RECORD EXCERPTS
****************************************

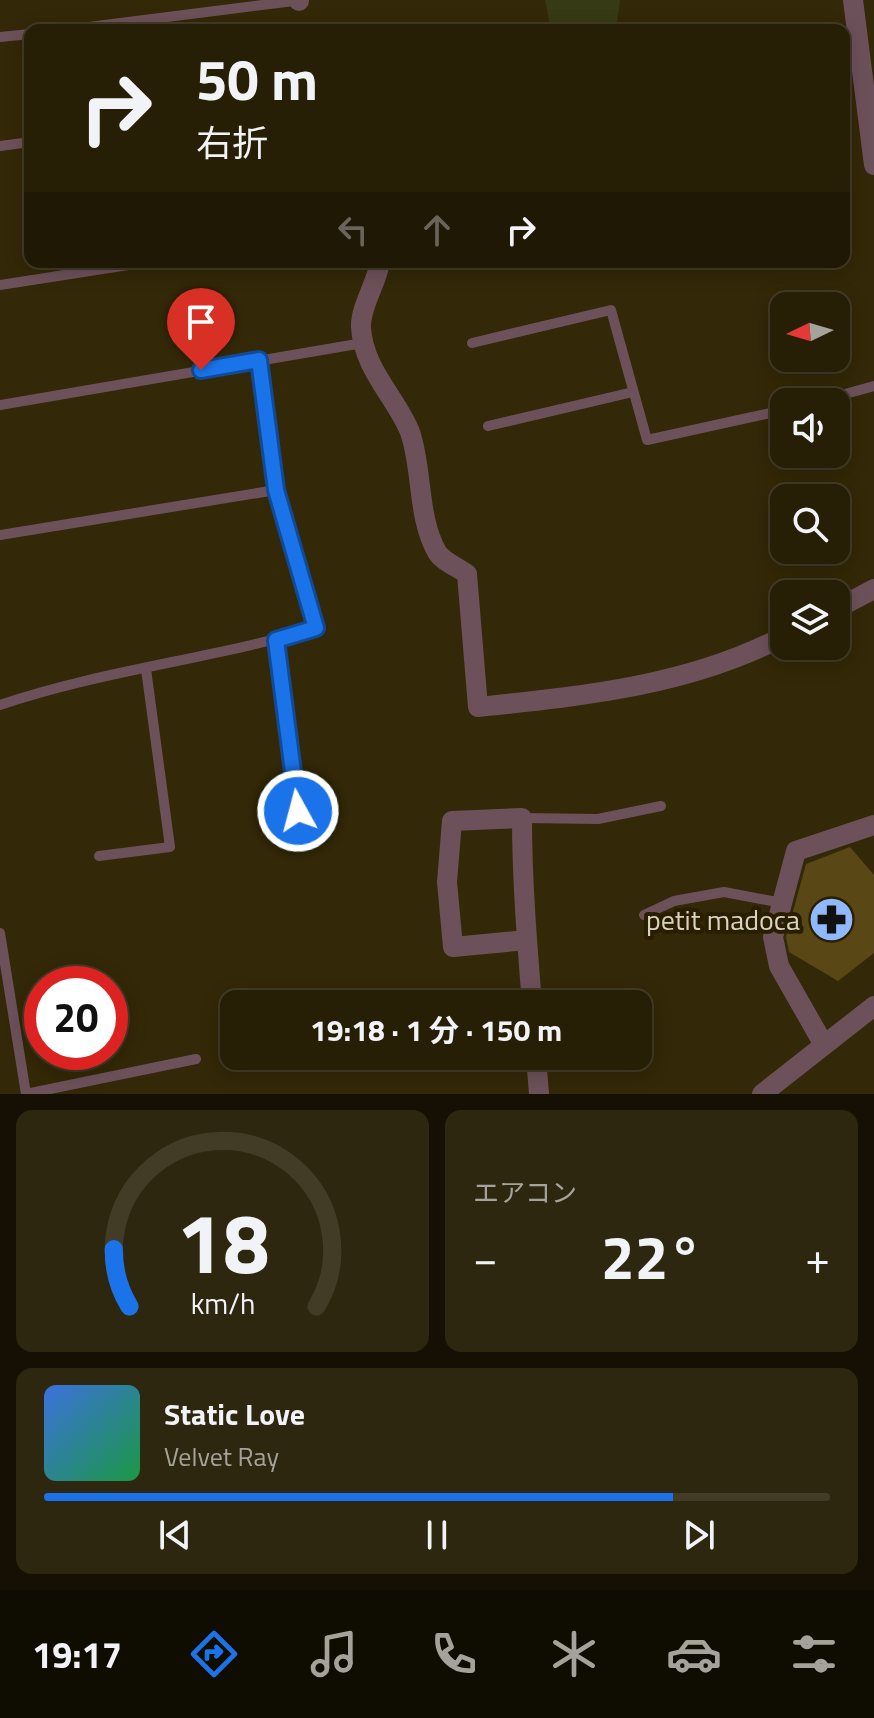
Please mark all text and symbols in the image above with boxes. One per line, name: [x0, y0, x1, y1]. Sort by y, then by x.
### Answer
text: 50 m: [196, 37, 318, 122]
icon: right: [64, 56, 168, 160]
text: 右折: [196, 115, 268, 170]
icon: left: [331, 208, 375, 252]
icon: ahead: [415, 208, 459, 252]
icon: right: [499, 208, 543, 252]
pin: [167, 288, 235, 370]
north arrow: [770, 292, 850, 372]
map controls: [770, 292, 850, 660]
icon: arrive: [179, 300, 223, 344]
button: sound: [770, 388, 850, 468]
button: search: [770, 484, 850, 564]
button: layers: [770, 580, 850, 660]
position arrow: [256, 769, 340, 853]
pharmacy icon: petit madoca: [807, 896, 855, 944]
place label: petit madoca: [646, 898, 800, 941]
speed limit sign: 20: [24, 966, 128, 1070]
text: 19:18 · 1 分 · 150 m: [310, 1007, 562, 1053]
text: エアコン: [473, 1173, 577, 1212]
text: 18: [176, 1179, 269, 1305]
text: 22°: [601, 1211, 702, 1302]
text: −: [473, 1224, 498, 1291]
text: +: [805, 1224, 830, 1291]
text: km/h: [190, 1282, 255, 1325]
text: Static Love: [164, 1391, 305, 1437]
text: Velvet Ray: [164, 1437, 279, 1476]
icon: previous: [153, 1513, 197, 1557]
icon: pause: [415, 1513, 459, 1557]
icon: next: [677, 1513, 721, 1557]
icon: directions: [186, 1626, 242, 1682]
icon: music: [306, 1626, 362, 1682]
icon: phone: [426, 1626, 482, 1682]
icon: climate: [546, 1626, 602, 1682]
icon: car: [666, 1626, 722, 1682]
icon: filters: [786, 1626, 842, 1682]
text: 19:17: [32, 1627, 122, 1682]

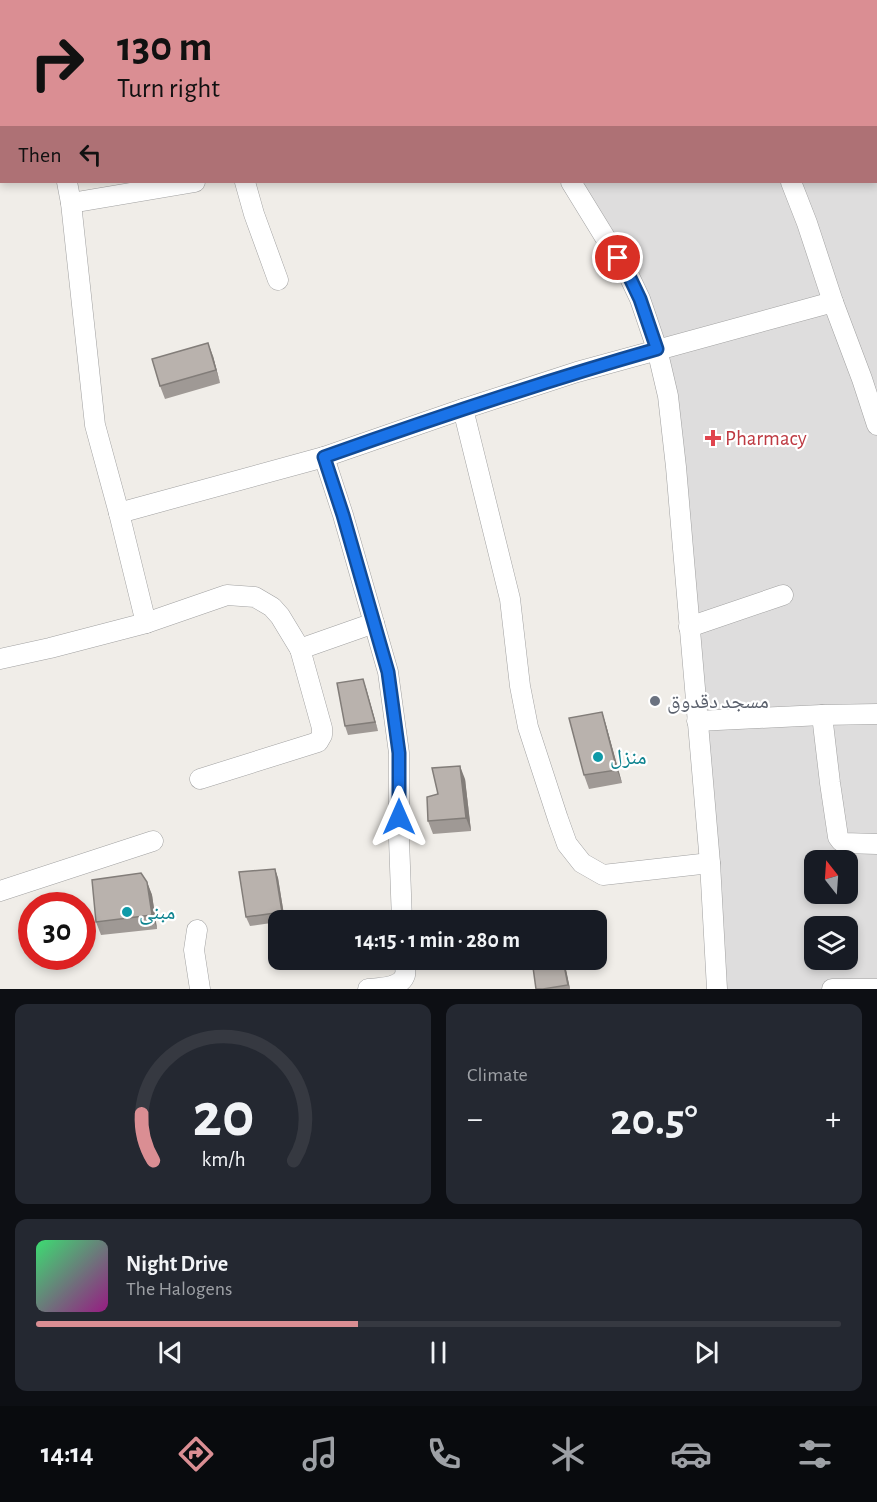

****************************************

TASK PROMPT
Check every line above for the string "madoca" and copy those that have it.

RESULT OF THE EXERCISE
pharmacy icon: petit madoca: [807, 896, 855, 944]
place label: petit madoca: [646, 898, 800, 941]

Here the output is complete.